[THE PROBLEM]
From the first line to the last, repeat the data exactly and drop the pictures.

[RECORDS TO PROCESS]
----------------

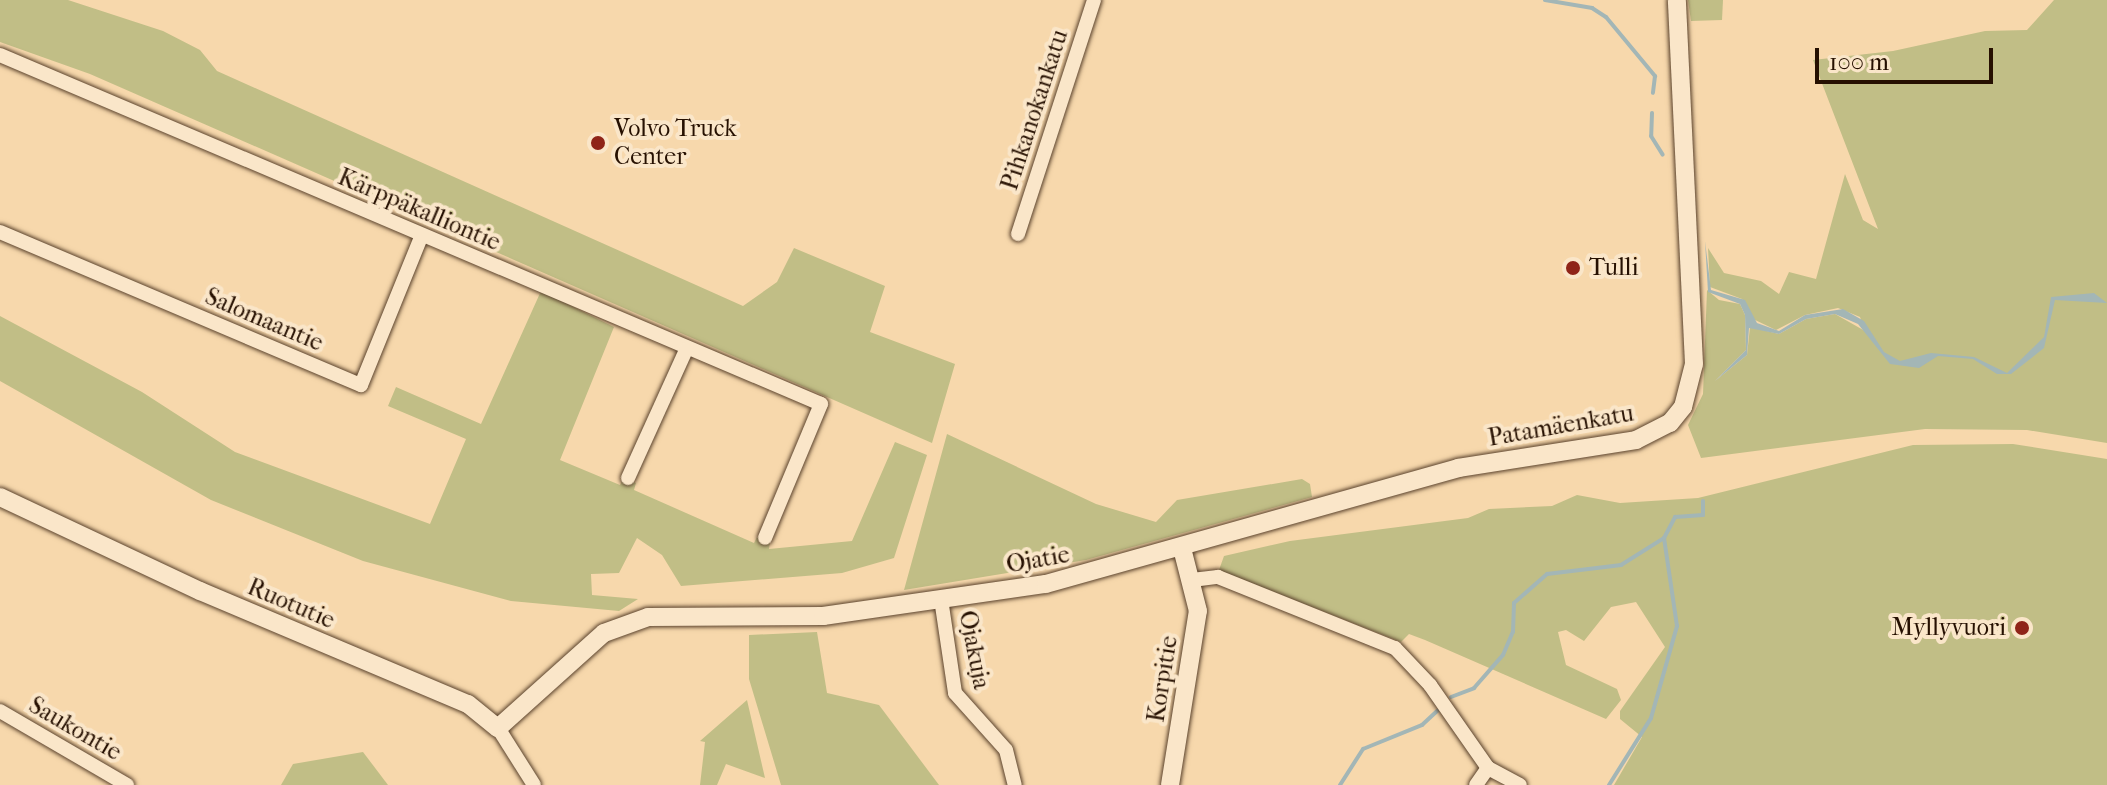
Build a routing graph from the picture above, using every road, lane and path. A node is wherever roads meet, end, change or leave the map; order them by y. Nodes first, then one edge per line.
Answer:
1 (1094, 0) edge
2 (1677, 0) edge
3 (0, 55) edge
4 (0, 232) edge
5 (1018, 234) dead end
6 (422, 235) junction
7 (686, 350) junction
8 (628, 478) dead end
9 (0, 497) edge
10 (765, 538) dead end
11 (1182, 548) junction
12 (1192, 580) junction
13 (941, 599) junction
14 (0, 711) edge
15 (498, 728) junction
16 (1488, 768) junction
17 (127, 785) edge
18 (534, 785) edge
19 (1015, 785) edge
20 (1170, 785) edge
21 (1476, 785) edge
22 (1520, 785) edge

1 - 5 street, Pihkanokankatu
2 - 11 street, Patamäenkatu
3 - 6 street, Kärppäkalliontie
4 - 6 street, Salomaantie
6 - 7 street, Kärppäkalliontie
7 - 8 street
7 - 10 street, Kärppäkalliontie
9 - 15 street, Ruotutie
11 - 12 street
11 - 13 street, Ojatie
12 - 16 street
12 - 20 street, Korpitie
13 - 15 street, Ojatie
13 - 19 street, Ojakuja
14 - 17 street, Saukontie
15 - 18 street, Ruotutie
16 - 21 street
16 - 22 street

----------------

[WRITTEN SOLUTION]
Build a routing graph from the picture above, using every road, lane and path. A node is wherever roads meet, end, change or leave the map; order them by y. Nodes first, then one edge per line.
Answer:
1 (1094, 0) edge
2 (1677, 0) edge
3 (0, 55) edge
4 (0, 232) edge
5 (1018, 234) dead end
6 (422, 235) junction
7 (686, 350) junction
8 (628, 478) dead end
9 (0, 497) edge
10 (765, 538) dead end
11 (1182, 548) junction
12 (1192, 580) junction
13 (941, 599) junction
14 (0, 711) edge
15 (498, 728) junction
16 (1488, 768) junction
17 (127, 785) edge
18 (534, 785) edge
19 (1015, 785) edge
20 (1170, 785) edge
21 (1476, 785) edge
22 (1520, 785) edge

1 - 5 street, Pihkanokankatu
2 - 11 street, Patamäenkatu
3 - 6 street, Kärppäkalliontie
4 - 6 street, Salomaantie
6 - 7 street, Kärppäkalliontie
7 - 8 street
7 - 10 street, Kärppäkalliontie
9 - 15 street, Ruotutie
11 - 12 street
11 - 13 street, Ojatie
12 - 16 street
12 - 20 street, Korpitie
13 - 15 street, Ojatie
13 - 19 street, Ojakuja
14 - 17 street, Saukontie
15 - 18 street, Ruotutie
16 - 21 street
16 - 22 street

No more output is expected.